1. Une croissance vigoureuse des volumes, masquant une compression structurelle des prix
Des volumes en hausse marquée tant à l'import qu'à l'export
Sur la période 2015–2025, les volumes échangés par l'UE avec le reste du monde ont connu une progression spectaculaire. Les exportations ont augmenté de 61,3 %, passant de 146 650 tonnes à 236 500 tonnes, tandis que les importations ont crû de 60,1 %, de 58 963 tonnes à 94 427 tonnes. Le solde commercial reste structurellement excédentaire, mais l'excédent en valeur a reculé de 41,3 %, passant de 261 millions d'euros à 153 millions d'euros, principalement sous l'effet de la dynamique des prix.

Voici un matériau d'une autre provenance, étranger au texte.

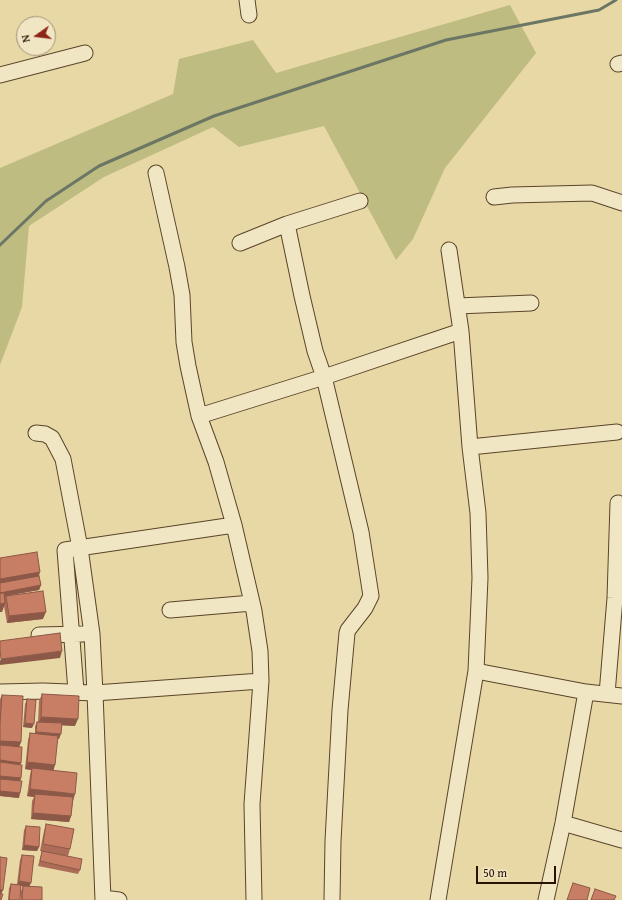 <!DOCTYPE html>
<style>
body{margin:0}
#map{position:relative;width:622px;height:900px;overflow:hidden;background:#e8d8a5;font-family:"Gentium Book Plus",serif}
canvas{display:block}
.north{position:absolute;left:16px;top:16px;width:40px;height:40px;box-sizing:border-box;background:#f0e6c4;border:1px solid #a19176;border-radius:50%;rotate:256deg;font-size:11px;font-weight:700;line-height:16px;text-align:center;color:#2a1200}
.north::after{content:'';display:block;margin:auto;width:14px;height:18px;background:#8f2418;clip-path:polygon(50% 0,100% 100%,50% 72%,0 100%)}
.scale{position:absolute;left:476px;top:866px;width:80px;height:18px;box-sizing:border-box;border:2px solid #2a1200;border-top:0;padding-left:5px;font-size:12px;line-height:14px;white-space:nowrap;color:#2a1200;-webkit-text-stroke:3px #f0e6c4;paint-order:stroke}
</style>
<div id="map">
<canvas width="622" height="900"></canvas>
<div class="north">N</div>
<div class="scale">50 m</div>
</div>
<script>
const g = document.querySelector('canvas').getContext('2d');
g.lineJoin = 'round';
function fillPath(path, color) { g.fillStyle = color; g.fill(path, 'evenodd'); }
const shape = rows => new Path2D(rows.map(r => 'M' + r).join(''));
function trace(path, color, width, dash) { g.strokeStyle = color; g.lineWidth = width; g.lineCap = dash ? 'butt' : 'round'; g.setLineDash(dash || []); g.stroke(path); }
const green = shape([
 [510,5,536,53,445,168,413,239,396,260,324,126,239,147,213,127,104,177,29,226,22,307,0,365,0,168,173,94,179,59,253,40,276,73]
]);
const stream = shape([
 [0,245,46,201,99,166,214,116,446,40,599,10,616,0]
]);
const minor = shape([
 [247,0,249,15],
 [618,64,622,63],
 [0,75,85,53],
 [156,173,177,267,182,295,184,342,188,366,199,416,216,462,234,525,254,611,260,651,261,681,252,804,254,900],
 [494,197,512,195,592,193,622,203],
 [287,224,360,201],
 [240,243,287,224,302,296,315,351,324,377,361,532,371,596,365,608,348,630,347,633,340,710,333,841,332,900],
 [457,306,531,303],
 [199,416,324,377,461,331],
 [36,433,45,434,52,438,63,459,80,548,92,634,95,693,103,900],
 [470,447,617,432],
 [170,610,252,603],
 [39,635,83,634],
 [476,671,586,692,622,696],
 [76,691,65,550,234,525],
 [0,692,43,691,95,693,261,681],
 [607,694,615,598,618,503],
 [563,823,622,840],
 [103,898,119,900],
 [438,900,476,671,480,578,478,513,470,447,461,331,449,250],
 [546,900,563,823,586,692]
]);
const wall = shape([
 [0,558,39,576,41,585,39,590,10,595,43,619,7,623,4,606,2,612,0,612],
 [42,694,75,726,61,725,59,739,58,739,53,770,73,801,71,816,69,822,31,819,32,801,34,797,27,796,30,775,31,770,25,769,28,740,30,733,35,733,35,726,37,722,38,722,39,701],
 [2,695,21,742,19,747,21,778,20,781,19,798,0,796,0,699],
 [27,699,32,728,23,727,25,704],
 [46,824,70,849,68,856,51,853,80,870,78,874,38,866,42,851,40,851,44,831],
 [26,826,39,847,37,851,22,850,24,830],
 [22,855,30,887,42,900,21,900,21,891,23,886,21,886,20,900,8,900,9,888,11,884,17,884,20,860]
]);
const shadedWall = shape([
 [40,572,38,579,0,585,0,579],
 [41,585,39,590,0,597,0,593],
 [5,603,2,612,0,612,0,604],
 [46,612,43,619,7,623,9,616],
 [62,651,60,658,0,665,0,661,1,659],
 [41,717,78,719,75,726,38,724],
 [25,723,34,724,32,728,23,727],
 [36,732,61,734,59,739,34,737],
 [0,741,21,742,18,749,0,745],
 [0,760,21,763,19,767,0,763],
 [27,762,55,765,53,772,32,768,31,770,25,769],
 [0,776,21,778,19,783,0,781],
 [30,789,75,794,73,801,35,794,34,797,27,796],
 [0,791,20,793,19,798,0,796],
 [33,813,71,816,69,822,31,819],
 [24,845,39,847,37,851,22,850],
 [19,881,31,883,29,887,17,885],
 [0,890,3,890,0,897]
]);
const building = shape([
 [37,552,40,572,0,579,0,558,37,552],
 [39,576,41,585,0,593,0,583,39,576],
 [43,591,46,612,9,616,6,596,43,591],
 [0,593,4,593,5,603,0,604,0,593],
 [60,633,62,651,1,659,0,650,0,641,60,633],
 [42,694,79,696,78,719,41,717,42,694],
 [2,695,23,696,21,742,0,741,0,724,2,695],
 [27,699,36,700,34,724,25,723,27,699],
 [37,722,62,723,61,734,36,732,37,722],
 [30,733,58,736,55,765,27,762,30,733],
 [0,745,22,747,21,763,0,760,0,745],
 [0,762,22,765,21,778,0,776,0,762],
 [32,768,77,773,75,794,30,789,32,768],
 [0,779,22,781,20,793,0,791,0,779],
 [35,794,73,797,71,816,33,813,35,794],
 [46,824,74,829,70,849,43,844,46,824],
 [26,826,40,827,39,847,24,845,26,826],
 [42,851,82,859,80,870,40,861,42,851],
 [22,855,34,856,31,883,19,881,22,855],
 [0,857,7,858,3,890,0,890,0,857],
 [573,883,590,888,587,900,567,900,573,883],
 [11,884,21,885,20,900,9,900,11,884],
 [23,886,42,887,42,900,22,900,23,886],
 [595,889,616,896,614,900,591,900,595,889],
 [0,894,3,894,1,900,0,900,0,894]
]);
fillPath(green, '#bebc81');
trace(stream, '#6b7764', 3);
trace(minor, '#5a4429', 17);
trace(minor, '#f0e6c4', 15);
fillPath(wall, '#ac6c57');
fillPath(shadedWall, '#8c5847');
fillPath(building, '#c87e65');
trace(building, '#8c5847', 1);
</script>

| Indicateur | 2015 (première année) | 2025 (dernière année) | Variation (%) |
|---|---|---|---|
| Exportations – valeur (M€) | 671,4 | 764,1 | +13,8 % |
| Exportations – volume (kt) | 146,7 | 236,5 | +61,3 % |
| Exportations – prix moyen (€/t) | 4 578 | 3 231 | −29,4 % |
| Importations – valeur (M€) | 410,2 | 610,8 | +48,9 % |
| Importations – volume (kt) | 59,0 | 94,4 | +60,1 % |
| Importations – prix moyen (€/t) | 6 957 | 6 467 | −7,0 % |
| Solde commercial (M€) | 261,1 | 153,3 | −41,3 % |
(Source : Vue d'ensemble du commerce)
Une divergence marquée entre prix à l'export et prix à l'import
Le prix moyen des exportations européennes a subi une contraction de 29,4 %, passant de 4 578 €/t à 3 231 €/t. Ce mouvement traduit vraisemblablement un changement de mix produit à l'export : l'explosion des volumes du code 39119099 (polymères de synthèse n.d.a.) en 2025, dont les exportations ont bondi de 52 548 à 146 972 tonnes, s'est accompagnée d'un effondrement du prix moyen de ce sous-produit de 5 610 €/t à seulement 1 880 €/t. À l'inverse, les prix à l'import sont restés plus stables (−7,0 %), avec un écart persistant entre les prix d'importation (environ 6 467 €/t) et les prix d'exportation (3 231 €/t), suggérant que l'UE importe des polymères de plus forte valeur ajoutée unitaire.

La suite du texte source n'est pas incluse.